17 May 2022 ~ 0 Comments

Node Attribute Distances, Now Available on Multilayer Networks! (Until Supplies Last)

I’ve been a longtime fan of measuring distances between node attributes on networks: I’ve reviewed the methods to do it and even proposed new ones. One of the things bothering me was that no one had so far tried to extend these methods to multilayer networks — networks with more than one type of relationships. Well, it bothers me no more, because I just made the extension myself! It is the basis of my new paper: “Generalized Euclidean Measure to Estimate Distances on Multilayer Networks,” which has been published on the TKDD journal this month.

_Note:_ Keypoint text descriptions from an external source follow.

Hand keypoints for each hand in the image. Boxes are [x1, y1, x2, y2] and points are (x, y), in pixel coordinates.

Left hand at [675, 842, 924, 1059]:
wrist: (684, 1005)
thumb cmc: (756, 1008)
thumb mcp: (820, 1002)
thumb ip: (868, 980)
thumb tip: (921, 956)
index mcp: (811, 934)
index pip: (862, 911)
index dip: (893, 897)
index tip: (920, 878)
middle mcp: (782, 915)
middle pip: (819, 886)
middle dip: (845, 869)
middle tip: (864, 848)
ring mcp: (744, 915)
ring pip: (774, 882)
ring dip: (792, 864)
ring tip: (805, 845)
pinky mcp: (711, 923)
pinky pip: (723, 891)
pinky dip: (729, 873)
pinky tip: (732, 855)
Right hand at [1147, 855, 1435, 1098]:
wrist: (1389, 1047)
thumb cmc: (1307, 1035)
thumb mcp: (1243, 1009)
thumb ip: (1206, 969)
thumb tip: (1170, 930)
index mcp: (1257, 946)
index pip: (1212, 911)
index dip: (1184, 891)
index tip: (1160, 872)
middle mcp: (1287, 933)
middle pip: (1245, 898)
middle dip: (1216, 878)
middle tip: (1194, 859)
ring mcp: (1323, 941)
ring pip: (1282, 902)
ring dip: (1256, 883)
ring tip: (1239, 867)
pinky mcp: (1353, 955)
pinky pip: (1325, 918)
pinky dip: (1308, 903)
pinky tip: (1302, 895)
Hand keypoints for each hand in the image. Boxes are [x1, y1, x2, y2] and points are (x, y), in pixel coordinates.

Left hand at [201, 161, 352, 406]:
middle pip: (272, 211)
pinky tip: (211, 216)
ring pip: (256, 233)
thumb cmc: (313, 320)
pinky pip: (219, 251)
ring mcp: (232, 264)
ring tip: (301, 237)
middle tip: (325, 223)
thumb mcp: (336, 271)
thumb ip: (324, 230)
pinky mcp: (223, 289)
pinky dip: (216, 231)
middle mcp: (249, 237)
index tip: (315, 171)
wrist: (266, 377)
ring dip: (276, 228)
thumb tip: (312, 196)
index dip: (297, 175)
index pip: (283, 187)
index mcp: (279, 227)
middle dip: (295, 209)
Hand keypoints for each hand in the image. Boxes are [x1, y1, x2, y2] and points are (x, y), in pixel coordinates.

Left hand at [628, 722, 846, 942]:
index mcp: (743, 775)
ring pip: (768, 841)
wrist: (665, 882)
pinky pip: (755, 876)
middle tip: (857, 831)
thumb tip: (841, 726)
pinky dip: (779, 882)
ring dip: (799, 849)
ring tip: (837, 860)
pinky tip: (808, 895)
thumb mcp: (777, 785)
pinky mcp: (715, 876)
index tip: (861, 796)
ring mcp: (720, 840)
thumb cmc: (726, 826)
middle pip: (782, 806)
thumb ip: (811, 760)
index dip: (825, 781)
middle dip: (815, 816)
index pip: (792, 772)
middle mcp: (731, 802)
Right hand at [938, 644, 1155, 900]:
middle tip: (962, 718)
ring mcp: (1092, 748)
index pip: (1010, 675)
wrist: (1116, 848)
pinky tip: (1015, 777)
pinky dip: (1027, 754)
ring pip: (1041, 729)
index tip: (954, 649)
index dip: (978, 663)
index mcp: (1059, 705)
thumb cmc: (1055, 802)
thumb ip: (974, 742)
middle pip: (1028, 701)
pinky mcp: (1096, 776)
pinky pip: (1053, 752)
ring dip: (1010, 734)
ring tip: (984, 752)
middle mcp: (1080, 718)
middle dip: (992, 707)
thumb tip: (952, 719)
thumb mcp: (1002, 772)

Image from https://atlas.cid.harvard.edu/

You might be wondering: what does it mean to “measure the distance between node attributes on networks”? Why is it useful? Let’s make a use case. The Product Space is a super handy network connecting products on the global trade network based on their similarity. You can have attributes saying how much of a product a country exported in a given year — in the image above you see what Egypt exported in 2018. This is super interesting, because the ability of a country to spread over all the products in the Product Space is a good predictor of their future growth. The question is: how can we tell how much the country moved in the last ten years? Can we say that country A moved more or less than country B? Yes, we can! Exactly by measuring the distance between the node attributes on the network!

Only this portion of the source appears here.